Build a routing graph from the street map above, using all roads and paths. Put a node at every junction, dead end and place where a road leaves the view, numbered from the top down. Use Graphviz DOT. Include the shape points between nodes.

§

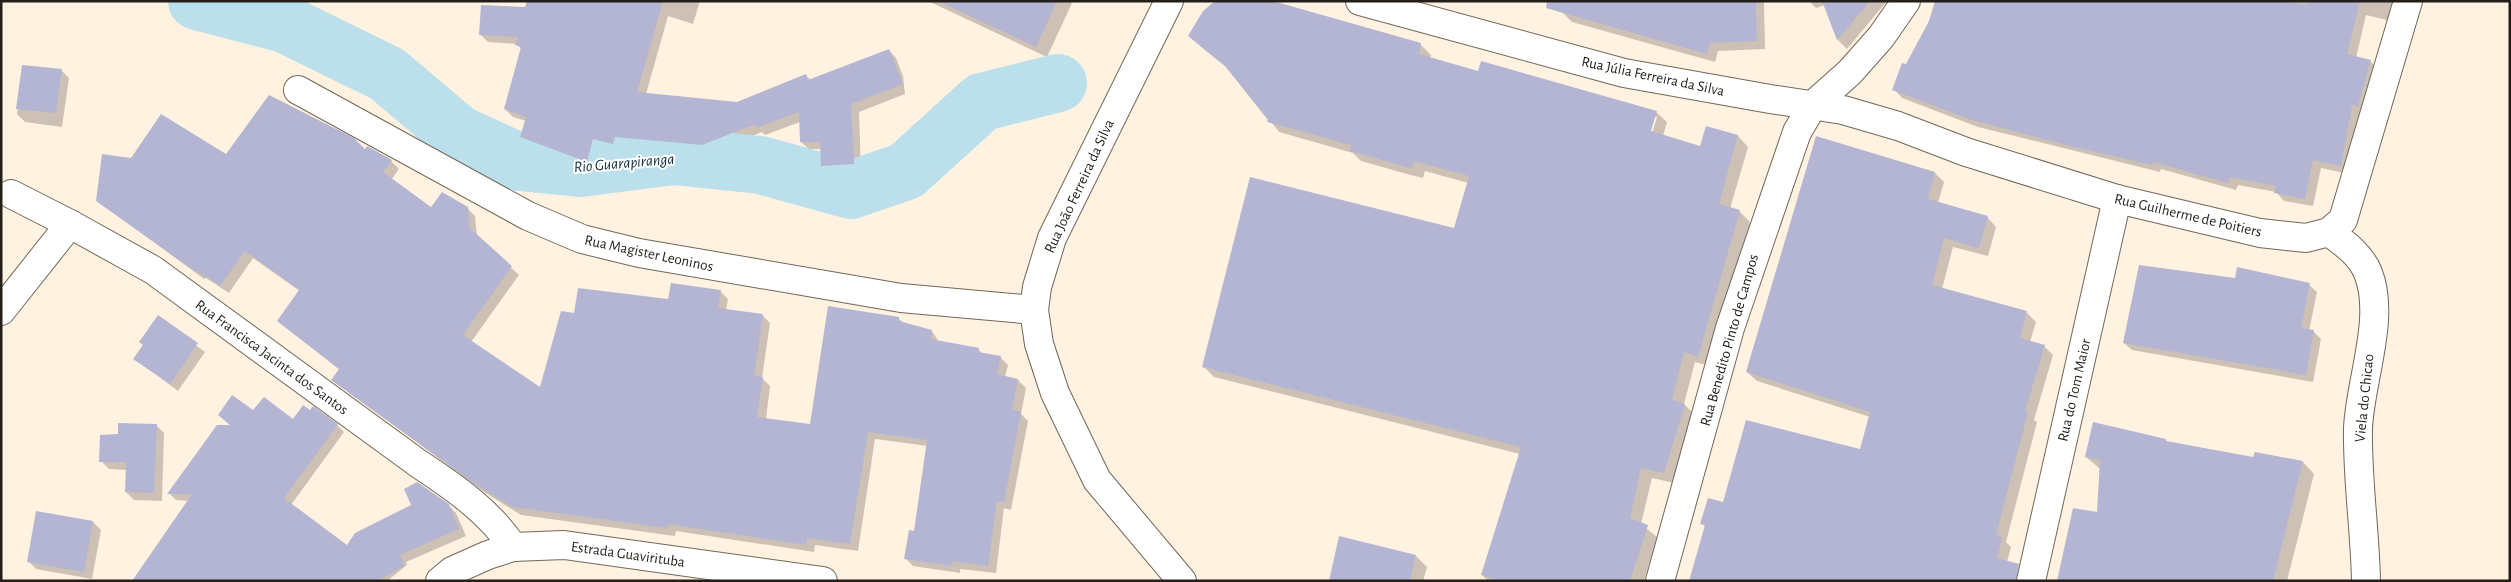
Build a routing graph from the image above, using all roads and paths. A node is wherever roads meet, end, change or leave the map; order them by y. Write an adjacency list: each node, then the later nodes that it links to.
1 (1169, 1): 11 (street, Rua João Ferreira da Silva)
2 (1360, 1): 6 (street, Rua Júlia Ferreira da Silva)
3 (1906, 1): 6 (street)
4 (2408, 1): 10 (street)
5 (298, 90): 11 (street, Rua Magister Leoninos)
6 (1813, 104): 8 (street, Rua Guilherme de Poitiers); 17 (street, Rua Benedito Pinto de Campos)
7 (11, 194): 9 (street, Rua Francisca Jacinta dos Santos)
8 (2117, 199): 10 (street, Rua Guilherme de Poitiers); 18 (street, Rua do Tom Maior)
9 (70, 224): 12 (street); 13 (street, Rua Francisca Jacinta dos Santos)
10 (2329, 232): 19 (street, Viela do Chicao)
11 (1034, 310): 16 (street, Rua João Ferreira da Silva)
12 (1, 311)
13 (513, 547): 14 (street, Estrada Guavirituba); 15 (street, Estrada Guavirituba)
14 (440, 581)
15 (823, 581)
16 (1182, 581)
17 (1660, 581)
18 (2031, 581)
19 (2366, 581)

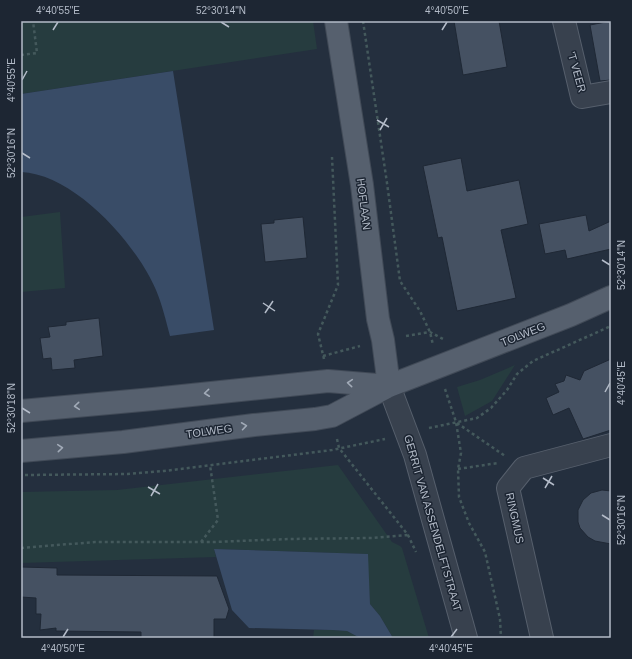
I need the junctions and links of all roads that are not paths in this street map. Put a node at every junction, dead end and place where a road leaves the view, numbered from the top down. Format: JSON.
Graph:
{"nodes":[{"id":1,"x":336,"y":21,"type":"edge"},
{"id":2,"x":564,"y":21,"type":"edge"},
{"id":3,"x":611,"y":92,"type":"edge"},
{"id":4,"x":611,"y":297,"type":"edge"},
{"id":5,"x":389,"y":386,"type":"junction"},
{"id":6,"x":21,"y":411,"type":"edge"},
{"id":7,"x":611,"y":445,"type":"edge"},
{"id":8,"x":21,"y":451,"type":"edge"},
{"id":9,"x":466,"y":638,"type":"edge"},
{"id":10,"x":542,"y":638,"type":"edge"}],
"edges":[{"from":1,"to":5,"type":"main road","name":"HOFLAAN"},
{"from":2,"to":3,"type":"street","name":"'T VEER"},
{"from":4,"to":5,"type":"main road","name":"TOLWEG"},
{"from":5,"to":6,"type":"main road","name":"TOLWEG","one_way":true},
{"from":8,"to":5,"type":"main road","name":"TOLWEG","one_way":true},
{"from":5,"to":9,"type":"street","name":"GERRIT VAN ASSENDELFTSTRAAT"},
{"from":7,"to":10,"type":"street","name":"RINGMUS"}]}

§

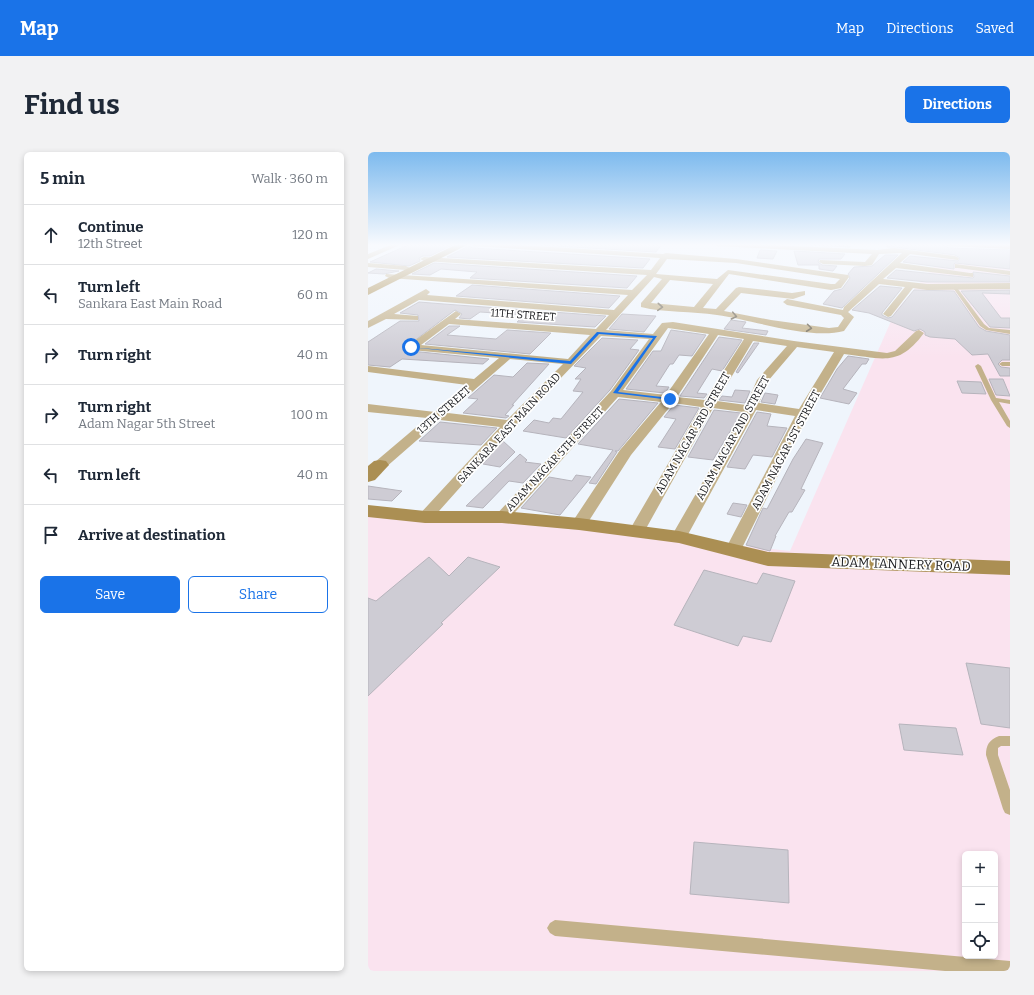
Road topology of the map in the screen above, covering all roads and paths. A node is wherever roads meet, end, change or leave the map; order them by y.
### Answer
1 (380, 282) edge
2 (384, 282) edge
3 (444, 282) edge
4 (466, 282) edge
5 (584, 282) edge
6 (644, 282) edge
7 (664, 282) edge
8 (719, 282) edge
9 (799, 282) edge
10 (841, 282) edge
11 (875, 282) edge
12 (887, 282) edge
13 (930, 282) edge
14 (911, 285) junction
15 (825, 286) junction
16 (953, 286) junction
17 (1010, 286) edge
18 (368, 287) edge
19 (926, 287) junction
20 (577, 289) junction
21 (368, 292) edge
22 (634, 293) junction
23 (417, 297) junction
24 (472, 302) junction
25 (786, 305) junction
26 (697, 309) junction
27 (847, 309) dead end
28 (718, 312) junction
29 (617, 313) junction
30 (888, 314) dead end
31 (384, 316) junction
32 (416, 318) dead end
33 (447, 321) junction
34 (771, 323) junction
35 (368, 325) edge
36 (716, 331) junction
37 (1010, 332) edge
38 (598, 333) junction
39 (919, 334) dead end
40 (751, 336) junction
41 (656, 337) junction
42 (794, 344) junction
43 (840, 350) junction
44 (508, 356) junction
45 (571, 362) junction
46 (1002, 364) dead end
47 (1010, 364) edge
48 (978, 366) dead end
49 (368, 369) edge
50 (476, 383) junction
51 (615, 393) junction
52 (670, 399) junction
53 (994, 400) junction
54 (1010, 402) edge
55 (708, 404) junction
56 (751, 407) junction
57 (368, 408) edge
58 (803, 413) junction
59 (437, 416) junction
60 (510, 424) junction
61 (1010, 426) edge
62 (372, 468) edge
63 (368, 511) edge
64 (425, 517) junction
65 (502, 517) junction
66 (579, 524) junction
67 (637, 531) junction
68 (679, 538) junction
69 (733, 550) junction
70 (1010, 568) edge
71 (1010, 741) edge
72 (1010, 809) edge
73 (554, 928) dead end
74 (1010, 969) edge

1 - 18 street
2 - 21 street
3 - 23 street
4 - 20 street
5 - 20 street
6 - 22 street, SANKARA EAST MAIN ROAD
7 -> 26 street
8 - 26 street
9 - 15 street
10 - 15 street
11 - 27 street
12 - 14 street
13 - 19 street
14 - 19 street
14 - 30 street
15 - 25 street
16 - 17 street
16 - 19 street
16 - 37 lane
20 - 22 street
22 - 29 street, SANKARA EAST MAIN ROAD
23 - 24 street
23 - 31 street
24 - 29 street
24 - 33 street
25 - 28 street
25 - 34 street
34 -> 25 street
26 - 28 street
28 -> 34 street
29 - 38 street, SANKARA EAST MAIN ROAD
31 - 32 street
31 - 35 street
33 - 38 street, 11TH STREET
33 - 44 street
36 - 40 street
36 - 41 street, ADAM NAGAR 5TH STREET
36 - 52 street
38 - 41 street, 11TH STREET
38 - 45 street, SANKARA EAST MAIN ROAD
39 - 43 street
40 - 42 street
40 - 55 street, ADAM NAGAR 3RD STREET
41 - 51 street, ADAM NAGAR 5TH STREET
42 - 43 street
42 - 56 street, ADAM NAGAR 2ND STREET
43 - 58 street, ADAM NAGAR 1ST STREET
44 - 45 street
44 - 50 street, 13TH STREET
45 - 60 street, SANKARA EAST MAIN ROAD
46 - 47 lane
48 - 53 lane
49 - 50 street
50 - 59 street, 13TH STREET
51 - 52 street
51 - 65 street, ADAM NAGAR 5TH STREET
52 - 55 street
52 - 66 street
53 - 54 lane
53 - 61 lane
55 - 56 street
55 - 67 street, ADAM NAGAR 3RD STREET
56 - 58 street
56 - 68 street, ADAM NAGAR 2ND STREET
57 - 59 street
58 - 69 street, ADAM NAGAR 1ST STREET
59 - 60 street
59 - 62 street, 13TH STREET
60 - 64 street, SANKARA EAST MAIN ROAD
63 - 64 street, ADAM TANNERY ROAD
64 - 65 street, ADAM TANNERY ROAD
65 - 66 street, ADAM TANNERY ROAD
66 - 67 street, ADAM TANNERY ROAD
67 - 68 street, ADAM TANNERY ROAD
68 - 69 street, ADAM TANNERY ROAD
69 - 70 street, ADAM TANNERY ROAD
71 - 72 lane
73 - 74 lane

§

• [The task]: Take the entries above and copy out all lines with the string "down".

• [Answer]:
Build a routing graph from the street map above, using all roads and paths. Put a node at every junction, dead end and place where a road leaves the view, numbered from the top down. Use Graphviz DOT. Include the shape points between nodes.
I need the junctions and links of all roads that are not paths in this street map. Put a node at every junction, dead end and place where a road leaves the view, numbered from the top down. Format: JSON.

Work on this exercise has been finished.